Tim Russert was a good patient, taking medications for his heart disease and exercising, his doctor said. He had no chest pains and he passed an exercise stress test weeks ago. Yet at 58, he suffered a heart attack and died.
That's not uncommon, say cardiologists. Heart disease patients can significantly reduce their chances of a heart attack, but they can't totally prevent it, said Dr. Howard Hodis of the Keck School of Medicine at the University of Southern California.
"Under the most ideal circumstances, there's still going to be individuals who succumb to the disease process. It's never going to be 100 percent," said Hodis.
Experts say that shouldn't discourage heart patients from doing everything they can to lower their risks of a heart attack: control blood pressure and cholesterol, quit smoking, lose weight, change their diet, exercise and reduce stress.
"If you have heart disease, does it mean that it's all over? No. But it really means that you have to pay attention," said Dr. Suzanne Steinbaum, a preventive cardiologist at Lenox Hill Hospital in New York.
For many patients, the hardest part is changing their diet and getting exercise, she said.
"It's easier to take a pill than it is to get up and do something," said Steinbaum. "It's very difficult. It's a big commitment."
Russert, host of NBC's "Meet the Press," had a heart attack Friday in Washington while recording voiceovers for the news program.
His physician, Dr. Michael A. Newman, said in a statement that the heart attack was caused by a clot in an artery, blocking blood flow to the heart. That led to a fatal cardiac arrest _ an abnormal heart rhythm that stops the heart from pumping blood to the body.
Newman said Russert had hardening of the arteries but no symptoms, and his blood pressure and cholesterol were well controlled. Russert exercised on a treadmill regularly, including the morning that he died, Newman's statement said. An autopsy showed Russert had an enlarged heart and significant blockage in the coronary artery where the clot formed.
Newman, who declined an interview request from The Associated Press, noted Monday night on CNN that Russert was overweight.
"Tim was a good patient. Are there things all of us as patients could be better at? Sure. But Tim was a good patient," Newman said on CNN's "Larry King Live."
About 920,000 Americans have a heart attack each year and 38 percent are fatal, according to the American Heart Association. Half of men and 64 percent of women who die suddenly of heart disease have no previous symptoms.
Despite impressive advances in preventing and treating heart disease, experts say there's no easy way to know which patients are going to have a heart attack and which aren't. Most heart attacks occur when fatty deposits in the arteries rupture and a clot forms.
The goal of preventive measures is to stabilize the plaque and prevent a rupture, or to prevent a dangerous clot from developing if the plaque does burst open.
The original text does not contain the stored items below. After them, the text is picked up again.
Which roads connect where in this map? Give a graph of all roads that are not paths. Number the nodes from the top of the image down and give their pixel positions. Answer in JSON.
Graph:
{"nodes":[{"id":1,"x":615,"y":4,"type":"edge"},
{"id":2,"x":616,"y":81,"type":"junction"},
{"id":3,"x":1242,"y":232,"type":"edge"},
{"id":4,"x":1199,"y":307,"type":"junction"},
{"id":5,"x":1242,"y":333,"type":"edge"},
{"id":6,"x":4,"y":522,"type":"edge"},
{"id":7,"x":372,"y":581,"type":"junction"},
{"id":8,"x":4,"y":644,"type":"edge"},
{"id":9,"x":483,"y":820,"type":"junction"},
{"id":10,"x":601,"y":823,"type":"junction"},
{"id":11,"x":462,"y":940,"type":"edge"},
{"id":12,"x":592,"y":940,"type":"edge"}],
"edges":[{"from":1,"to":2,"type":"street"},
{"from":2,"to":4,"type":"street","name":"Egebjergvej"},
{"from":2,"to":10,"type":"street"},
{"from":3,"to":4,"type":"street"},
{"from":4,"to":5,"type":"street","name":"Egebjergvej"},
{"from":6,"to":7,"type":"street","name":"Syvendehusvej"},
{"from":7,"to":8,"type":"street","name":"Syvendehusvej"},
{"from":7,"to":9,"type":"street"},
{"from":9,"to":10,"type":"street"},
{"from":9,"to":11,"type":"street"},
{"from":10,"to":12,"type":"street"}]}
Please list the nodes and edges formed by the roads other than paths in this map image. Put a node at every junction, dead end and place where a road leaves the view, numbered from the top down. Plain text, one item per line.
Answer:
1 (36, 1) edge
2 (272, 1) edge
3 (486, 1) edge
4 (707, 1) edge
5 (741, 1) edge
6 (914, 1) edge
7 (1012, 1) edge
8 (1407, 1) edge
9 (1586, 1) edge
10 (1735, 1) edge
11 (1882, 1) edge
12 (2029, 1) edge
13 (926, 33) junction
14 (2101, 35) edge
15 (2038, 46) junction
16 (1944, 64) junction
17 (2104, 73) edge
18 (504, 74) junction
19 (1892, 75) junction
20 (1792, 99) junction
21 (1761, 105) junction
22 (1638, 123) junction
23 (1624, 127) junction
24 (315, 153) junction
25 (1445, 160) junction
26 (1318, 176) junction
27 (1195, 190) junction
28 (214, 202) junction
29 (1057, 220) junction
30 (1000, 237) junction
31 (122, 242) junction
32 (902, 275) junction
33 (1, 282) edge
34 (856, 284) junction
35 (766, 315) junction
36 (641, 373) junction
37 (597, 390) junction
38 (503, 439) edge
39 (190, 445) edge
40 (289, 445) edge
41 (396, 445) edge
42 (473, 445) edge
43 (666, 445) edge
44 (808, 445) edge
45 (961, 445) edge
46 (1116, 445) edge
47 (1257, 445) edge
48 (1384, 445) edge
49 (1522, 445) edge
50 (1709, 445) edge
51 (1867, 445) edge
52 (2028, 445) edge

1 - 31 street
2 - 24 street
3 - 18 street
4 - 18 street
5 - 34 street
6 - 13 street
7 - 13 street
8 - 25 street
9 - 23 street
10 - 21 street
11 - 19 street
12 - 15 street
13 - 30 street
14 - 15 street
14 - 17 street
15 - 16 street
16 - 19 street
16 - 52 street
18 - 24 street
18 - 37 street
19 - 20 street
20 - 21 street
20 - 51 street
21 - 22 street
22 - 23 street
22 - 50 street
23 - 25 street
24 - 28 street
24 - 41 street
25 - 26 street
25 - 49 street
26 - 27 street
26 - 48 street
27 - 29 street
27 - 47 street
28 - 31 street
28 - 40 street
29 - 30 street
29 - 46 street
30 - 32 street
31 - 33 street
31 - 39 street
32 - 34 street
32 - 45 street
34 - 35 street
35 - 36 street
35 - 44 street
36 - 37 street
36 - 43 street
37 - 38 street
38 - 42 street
Steinbaum said patients have difficulty understanding how someone can have a normal stress test like Russert, and then have a heart attack later. She said Russert apparently didn't have enough blockage when he had a stress test in April to indicate any problems. The test shows how the heart reacts to exertion and whether there's adequate blood flow to the heart.
"A stress test is important for us to assess how well the heart is functioning, but it doesn't give you a bye." said Steinbaum.
Not all heart attacks result in the heart suddenly stopping, as in Russert's case. Dr. Paul Wang of Stanford School of Medicine said only a small percentage lead to cardiac arrest, and it's not clear why, although the size of the heart attack can be a factor.
"This is far from uncommon though, unfortunately," he said. "There's still a substantial number of people who do have cardiac arrest," after a heart attack.
Few people survive a sudden cardiac arrest; a prompt shock from a defibrillator is needed to restore a normal heartbeat. Wang said the Russert case highlights the need for workplaces to prepare for a cardiac arrest, just as they plan for fire drills.
But not everyone can be saved. Russert's doctor said on CNN that efforts to revive him began immediately and paramedics shocked his heart three times before reaching the hospital.